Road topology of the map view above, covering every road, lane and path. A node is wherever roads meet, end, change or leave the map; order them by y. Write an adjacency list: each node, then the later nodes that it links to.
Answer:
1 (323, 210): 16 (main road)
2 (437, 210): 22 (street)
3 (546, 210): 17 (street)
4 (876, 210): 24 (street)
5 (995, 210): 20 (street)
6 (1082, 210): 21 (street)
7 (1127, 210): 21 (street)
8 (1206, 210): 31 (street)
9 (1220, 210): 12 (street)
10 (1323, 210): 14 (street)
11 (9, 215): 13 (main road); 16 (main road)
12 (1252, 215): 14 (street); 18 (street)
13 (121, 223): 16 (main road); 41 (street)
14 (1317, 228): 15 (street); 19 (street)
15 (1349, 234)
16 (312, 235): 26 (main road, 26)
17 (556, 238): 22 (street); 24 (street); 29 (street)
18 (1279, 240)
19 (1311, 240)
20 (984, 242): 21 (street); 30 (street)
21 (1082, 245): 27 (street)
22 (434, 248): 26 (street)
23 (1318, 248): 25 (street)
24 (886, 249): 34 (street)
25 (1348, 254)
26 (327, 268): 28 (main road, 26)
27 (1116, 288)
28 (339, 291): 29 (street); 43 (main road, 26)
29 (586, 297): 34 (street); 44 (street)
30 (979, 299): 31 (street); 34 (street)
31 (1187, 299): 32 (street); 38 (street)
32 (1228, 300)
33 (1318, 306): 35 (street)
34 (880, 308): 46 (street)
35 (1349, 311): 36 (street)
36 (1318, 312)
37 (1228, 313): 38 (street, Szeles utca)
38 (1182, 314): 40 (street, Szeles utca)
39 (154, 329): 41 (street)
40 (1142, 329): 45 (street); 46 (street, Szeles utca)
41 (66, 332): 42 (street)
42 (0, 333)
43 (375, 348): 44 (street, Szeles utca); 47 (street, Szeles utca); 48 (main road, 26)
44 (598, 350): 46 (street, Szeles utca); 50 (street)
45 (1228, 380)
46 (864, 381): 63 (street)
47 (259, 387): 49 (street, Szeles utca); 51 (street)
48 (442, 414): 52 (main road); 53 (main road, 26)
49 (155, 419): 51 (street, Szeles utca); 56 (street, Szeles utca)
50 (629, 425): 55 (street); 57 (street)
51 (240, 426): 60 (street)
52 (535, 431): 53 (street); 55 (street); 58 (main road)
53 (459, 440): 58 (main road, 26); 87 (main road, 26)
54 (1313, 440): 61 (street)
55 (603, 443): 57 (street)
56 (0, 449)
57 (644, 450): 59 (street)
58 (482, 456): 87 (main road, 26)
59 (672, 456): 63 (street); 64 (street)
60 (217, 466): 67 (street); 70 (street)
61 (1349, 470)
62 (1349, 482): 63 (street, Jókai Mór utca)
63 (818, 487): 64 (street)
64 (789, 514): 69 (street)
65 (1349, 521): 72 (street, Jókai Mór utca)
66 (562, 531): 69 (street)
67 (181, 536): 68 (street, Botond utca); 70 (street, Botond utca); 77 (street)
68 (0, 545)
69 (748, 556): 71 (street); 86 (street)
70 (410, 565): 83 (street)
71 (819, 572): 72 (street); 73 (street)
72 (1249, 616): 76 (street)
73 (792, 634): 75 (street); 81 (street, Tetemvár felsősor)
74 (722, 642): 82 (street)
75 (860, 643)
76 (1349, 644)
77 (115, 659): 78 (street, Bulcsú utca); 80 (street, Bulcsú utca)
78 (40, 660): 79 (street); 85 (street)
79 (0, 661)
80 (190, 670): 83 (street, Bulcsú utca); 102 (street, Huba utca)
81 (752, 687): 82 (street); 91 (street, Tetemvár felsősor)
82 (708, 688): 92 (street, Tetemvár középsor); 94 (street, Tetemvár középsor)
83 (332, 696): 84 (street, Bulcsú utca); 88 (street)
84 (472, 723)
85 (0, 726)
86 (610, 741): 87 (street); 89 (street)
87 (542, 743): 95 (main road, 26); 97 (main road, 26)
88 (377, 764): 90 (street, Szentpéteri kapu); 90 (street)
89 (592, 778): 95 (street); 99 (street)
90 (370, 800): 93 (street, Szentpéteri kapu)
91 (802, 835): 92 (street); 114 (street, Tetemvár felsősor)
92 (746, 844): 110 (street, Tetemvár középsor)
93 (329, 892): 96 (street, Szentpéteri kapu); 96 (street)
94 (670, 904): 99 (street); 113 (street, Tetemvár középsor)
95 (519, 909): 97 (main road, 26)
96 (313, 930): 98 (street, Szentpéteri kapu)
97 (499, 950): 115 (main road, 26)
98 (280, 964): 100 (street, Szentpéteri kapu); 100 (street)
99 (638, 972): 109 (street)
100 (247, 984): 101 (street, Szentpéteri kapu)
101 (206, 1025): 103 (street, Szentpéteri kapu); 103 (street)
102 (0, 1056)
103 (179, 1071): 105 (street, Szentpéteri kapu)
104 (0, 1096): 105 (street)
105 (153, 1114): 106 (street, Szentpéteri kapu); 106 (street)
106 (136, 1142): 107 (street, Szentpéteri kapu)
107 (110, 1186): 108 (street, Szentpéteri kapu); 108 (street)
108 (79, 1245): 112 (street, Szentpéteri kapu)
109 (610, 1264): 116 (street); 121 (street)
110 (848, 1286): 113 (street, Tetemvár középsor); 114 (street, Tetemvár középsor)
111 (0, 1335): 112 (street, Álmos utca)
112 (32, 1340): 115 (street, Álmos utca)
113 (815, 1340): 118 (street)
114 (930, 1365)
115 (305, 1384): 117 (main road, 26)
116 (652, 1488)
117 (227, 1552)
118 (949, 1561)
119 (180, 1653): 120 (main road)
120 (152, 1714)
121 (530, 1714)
..........
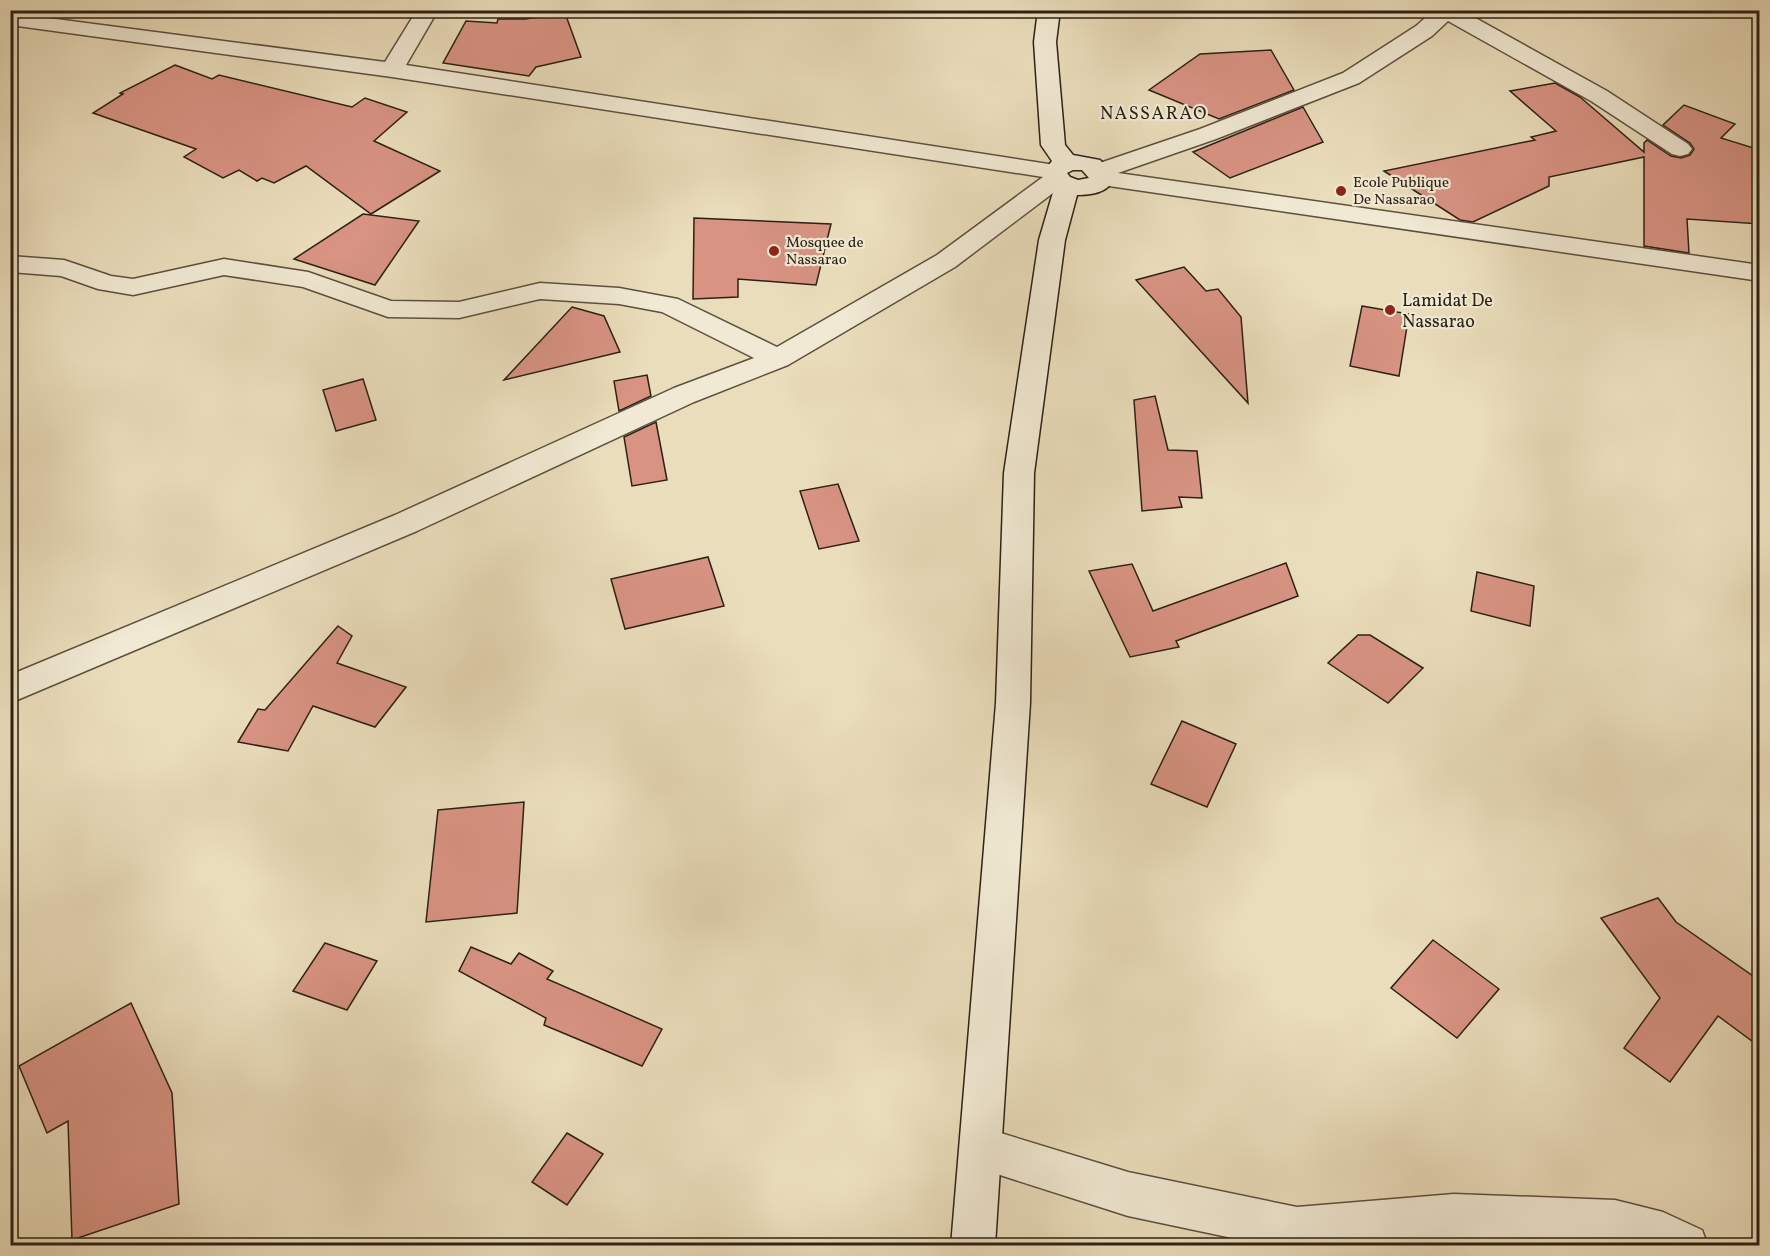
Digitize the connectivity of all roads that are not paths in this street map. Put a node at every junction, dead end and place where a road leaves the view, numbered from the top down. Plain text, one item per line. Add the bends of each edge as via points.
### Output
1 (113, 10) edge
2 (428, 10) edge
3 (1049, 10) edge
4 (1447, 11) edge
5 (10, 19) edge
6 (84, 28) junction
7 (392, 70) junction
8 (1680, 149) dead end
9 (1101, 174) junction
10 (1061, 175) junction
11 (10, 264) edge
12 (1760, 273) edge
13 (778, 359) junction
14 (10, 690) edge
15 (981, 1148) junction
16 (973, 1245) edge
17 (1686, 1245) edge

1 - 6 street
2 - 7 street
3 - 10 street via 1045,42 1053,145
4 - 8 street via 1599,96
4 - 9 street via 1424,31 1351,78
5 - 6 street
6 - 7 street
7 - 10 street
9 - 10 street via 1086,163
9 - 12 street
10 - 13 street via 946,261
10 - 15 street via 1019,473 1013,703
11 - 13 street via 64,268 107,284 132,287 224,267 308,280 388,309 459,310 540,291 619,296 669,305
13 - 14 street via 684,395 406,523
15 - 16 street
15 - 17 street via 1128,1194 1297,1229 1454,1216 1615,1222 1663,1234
..........
Instructions for the task: In the listing, find every line containing the word "that" and list it.

Task result:
Road topology of the map view above, covering every road, lane and path. A node is wherever roads meet, end, change or leave the map; order them by y. Write an adjacency list: each node, then the later nodes that it links to.
Digitize the connectivity of all roads that are not paths in this street map. Put a node at every junction, dead end and place where a road leaves the view, numbered from the top down. Plain text, one item per line. Add the bends of each edge as via points.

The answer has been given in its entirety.